Surgery for infants with a hypoplastic systemic ventricle and severe outflow obstruction: early results with a modified Norwood procedure.

OBJECTIVE

Prospective audit of the first year of implementation of a modified approach to palliation for infants with hypoplastic systemic ventricle and severe systemic outflow obstruction.

SETTING

Tertiary referral centre for neonatal and infant cardiac surgery.

PATIENTS AND METHODS

17 of 19 infants (aged < 35 days) presenting to Birmingham Children's Hospital in 1993 with hypoplastic systemic ventricle and severe outflow obstruction underwent surgery. This was performed using a new modification of the Norwood-type arch repair, without the use of exogenous material, and a 3.5 mm Gore-tex shunt between the innominate and right pulmonary arteries. The Gore-tex shunt was replaced by a cavopulmonary shunt between 3 and 5 months later. Clinical, morphological, and functional determinants of outcome were examined.

RESULTS

10 (59%) infants survived initial surgery. All proceeded to cavopulmonary shunt without further loss.
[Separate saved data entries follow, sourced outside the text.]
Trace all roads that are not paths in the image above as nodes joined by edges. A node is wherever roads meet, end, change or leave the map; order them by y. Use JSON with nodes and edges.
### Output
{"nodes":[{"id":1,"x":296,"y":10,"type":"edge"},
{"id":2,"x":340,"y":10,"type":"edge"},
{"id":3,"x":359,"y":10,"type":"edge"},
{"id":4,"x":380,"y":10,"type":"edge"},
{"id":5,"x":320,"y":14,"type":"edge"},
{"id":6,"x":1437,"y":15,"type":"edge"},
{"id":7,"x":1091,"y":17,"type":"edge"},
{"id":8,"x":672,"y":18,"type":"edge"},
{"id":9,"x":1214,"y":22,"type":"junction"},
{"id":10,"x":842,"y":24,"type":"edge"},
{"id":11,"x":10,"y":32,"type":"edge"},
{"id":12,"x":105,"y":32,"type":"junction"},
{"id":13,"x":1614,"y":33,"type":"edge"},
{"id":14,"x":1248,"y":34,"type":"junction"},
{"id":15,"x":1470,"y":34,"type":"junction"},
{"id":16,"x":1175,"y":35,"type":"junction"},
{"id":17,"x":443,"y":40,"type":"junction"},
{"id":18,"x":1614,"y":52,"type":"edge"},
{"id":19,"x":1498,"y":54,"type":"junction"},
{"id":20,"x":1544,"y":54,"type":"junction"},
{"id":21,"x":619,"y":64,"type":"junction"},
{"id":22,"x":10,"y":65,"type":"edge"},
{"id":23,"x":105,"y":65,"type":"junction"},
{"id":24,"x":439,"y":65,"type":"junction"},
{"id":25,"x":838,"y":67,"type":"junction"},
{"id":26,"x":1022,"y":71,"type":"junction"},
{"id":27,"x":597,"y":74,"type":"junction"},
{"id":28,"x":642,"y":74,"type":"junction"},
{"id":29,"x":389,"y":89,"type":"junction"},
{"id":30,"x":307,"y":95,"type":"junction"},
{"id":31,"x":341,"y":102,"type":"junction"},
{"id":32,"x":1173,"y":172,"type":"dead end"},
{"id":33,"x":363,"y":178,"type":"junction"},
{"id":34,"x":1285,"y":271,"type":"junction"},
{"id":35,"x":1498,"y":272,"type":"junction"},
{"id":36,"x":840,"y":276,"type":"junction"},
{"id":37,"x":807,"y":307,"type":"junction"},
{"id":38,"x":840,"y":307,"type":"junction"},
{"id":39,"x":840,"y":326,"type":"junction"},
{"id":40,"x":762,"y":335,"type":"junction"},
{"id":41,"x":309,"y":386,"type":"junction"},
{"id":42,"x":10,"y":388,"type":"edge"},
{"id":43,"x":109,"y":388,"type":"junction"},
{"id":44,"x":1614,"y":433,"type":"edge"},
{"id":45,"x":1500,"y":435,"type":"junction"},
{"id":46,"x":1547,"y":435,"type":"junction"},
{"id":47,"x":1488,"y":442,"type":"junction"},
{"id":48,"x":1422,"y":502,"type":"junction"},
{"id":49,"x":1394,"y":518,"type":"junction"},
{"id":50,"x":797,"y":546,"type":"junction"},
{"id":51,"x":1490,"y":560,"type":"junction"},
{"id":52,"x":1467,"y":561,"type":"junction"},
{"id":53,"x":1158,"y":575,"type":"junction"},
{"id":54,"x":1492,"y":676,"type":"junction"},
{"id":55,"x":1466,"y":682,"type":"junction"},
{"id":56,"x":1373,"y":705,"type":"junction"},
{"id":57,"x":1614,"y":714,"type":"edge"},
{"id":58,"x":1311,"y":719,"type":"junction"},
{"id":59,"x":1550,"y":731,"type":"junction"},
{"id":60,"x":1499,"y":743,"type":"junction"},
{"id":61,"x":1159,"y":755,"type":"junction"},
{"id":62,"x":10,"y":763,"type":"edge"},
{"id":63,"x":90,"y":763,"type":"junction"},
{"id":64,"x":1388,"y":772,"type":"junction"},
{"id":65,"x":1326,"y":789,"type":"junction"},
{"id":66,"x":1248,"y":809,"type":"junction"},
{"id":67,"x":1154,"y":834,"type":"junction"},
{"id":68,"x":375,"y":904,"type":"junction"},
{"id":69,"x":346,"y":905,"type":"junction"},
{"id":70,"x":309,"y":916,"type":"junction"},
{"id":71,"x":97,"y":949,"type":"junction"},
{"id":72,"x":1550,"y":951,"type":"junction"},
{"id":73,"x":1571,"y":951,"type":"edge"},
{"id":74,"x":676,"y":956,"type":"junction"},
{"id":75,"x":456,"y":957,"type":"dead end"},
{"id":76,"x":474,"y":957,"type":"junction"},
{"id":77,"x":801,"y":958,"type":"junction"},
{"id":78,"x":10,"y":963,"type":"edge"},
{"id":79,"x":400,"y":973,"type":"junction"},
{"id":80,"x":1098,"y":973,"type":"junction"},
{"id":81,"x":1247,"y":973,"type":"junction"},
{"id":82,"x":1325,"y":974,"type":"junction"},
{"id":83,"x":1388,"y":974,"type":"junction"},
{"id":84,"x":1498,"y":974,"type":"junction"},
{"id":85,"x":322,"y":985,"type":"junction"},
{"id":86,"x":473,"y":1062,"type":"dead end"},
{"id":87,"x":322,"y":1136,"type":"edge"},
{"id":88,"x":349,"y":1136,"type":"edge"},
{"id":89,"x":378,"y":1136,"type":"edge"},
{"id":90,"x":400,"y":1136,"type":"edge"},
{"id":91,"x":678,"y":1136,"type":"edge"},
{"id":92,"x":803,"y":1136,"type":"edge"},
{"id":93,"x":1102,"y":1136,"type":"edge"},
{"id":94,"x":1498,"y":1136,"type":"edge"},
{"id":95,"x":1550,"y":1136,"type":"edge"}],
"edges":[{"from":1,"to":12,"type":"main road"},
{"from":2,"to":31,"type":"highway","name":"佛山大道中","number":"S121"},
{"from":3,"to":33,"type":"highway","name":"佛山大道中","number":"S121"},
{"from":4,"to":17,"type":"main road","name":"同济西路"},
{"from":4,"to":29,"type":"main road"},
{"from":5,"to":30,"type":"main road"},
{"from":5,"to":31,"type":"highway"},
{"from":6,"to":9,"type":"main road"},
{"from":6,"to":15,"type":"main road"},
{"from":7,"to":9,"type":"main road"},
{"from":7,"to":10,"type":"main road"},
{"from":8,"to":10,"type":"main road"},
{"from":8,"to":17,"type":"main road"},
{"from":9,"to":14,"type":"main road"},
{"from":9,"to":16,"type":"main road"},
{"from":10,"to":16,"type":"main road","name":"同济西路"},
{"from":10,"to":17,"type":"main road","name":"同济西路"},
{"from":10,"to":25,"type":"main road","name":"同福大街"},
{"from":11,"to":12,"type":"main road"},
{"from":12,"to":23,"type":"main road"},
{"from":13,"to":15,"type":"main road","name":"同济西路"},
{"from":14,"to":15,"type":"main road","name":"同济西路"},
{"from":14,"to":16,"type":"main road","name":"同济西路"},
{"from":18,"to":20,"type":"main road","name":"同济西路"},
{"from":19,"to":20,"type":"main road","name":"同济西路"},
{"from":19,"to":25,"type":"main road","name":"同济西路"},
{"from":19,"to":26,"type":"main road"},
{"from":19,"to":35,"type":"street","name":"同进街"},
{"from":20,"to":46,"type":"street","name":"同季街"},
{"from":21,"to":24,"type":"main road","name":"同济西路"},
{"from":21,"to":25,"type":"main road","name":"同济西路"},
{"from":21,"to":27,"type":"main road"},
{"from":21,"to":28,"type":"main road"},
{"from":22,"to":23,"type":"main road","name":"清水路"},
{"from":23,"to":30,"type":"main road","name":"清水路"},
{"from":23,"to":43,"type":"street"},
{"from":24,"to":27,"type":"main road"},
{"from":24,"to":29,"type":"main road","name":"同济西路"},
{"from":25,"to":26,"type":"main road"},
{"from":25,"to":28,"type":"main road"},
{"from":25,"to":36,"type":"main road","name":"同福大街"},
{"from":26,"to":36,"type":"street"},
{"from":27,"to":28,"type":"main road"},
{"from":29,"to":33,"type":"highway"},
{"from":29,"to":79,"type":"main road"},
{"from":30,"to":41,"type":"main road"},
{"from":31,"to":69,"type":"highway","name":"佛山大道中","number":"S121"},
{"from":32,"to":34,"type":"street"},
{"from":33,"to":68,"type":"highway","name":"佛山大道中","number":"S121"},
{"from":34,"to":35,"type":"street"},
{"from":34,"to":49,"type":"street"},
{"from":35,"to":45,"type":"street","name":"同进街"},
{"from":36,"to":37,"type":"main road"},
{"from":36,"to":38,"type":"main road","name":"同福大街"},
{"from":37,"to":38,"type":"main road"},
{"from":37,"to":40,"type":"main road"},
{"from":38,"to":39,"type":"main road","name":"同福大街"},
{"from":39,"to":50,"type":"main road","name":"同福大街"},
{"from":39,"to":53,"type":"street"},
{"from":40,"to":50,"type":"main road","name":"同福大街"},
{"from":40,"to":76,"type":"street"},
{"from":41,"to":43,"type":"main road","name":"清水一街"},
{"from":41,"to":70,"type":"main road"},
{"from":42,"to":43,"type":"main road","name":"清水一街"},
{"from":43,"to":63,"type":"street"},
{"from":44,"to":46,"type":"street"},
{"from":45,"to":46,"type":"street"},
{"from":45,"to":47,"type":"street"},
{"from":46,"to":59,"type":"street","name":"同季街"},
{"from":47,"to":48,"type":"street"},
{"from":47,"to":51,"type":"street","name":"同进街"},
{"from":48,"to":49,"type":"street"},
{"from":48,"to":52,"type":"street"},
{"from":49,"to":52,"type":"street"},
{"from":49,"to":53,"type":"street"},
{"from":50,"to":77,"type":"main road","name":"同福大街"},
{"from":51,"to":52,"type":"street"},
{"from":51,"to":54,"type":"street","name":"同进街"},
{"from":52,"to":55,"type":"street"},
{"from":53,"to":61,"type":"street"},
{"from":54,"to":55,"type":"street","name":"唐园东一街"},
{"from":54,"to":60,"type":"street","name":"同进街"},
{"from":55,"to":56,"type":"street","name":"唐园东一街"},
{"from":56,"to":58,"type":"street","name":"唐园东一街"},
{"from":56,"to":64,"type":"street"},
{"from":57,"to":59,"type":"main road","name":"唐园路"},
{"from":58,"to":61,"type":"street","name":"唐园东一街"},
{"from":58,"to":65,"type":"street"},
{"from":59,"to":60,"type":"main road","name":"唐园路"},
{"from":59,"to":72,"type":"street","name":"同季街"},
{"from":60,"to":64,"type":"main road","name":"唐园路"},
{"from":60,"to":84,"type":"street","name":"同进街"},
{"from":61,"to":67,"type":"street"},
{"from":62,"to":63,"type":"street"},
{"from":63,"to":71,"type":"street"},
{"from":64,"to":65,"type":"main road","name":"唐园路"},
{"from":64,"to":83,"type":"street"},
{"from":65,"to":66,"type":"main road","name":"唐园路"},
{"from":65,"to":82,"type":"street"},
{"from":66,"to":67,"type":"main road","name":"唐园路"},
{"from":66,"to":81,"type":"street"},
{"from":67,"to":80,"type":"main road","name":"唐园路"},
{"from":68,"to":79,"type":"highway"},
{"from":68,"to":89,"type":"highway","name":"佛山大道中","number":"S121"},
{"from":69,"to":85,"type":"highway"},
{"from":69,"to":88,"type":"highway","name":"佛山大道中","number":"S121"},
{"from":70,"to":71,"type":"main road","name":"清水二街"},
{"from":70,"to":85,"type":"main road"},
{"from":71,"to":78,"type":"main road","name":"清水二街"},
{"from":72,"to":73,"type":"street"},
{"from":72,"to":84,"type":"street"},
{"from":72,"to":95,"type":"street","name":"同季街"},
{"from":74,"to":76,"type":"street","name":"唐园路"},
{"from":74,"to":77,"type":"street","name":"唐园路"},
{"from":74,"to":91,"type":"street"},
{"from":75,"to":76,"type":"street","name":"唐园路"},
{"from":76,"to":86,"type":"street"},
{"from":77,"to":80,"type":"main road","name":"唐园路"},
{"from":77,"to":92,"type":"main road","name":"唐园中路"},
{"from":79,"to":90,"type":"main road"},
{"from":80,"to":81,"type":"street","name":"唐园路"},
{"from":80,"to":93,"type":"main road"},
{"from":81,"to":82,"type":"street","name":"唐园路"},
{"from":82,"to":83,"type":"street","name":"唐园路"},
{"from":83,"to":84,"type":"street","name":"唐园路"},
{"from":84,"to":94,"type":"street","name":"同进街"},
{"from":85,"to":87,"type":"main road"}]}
Significant atrioventricular valve regurgitation seemed to be the main risk factor for poor outcome. If this was excluded, the morphology of the dominant ventricle seemed to have little effect on the outcome of initial surgery.

CONCLUSIONS

Early survival was achieved in 59% of patients in the first year of implementation of a protocol for surgery in infants with hypoplastic systemic ventricle and severe outflow obstruction. The construction of a neoaorta without the use of exogenous material may allow improved later growth of the neoaorta. Early cavopulmonary shunt can be performed safely and should reduce mid-term complications from cyanosis and systemic ventricular volume loading.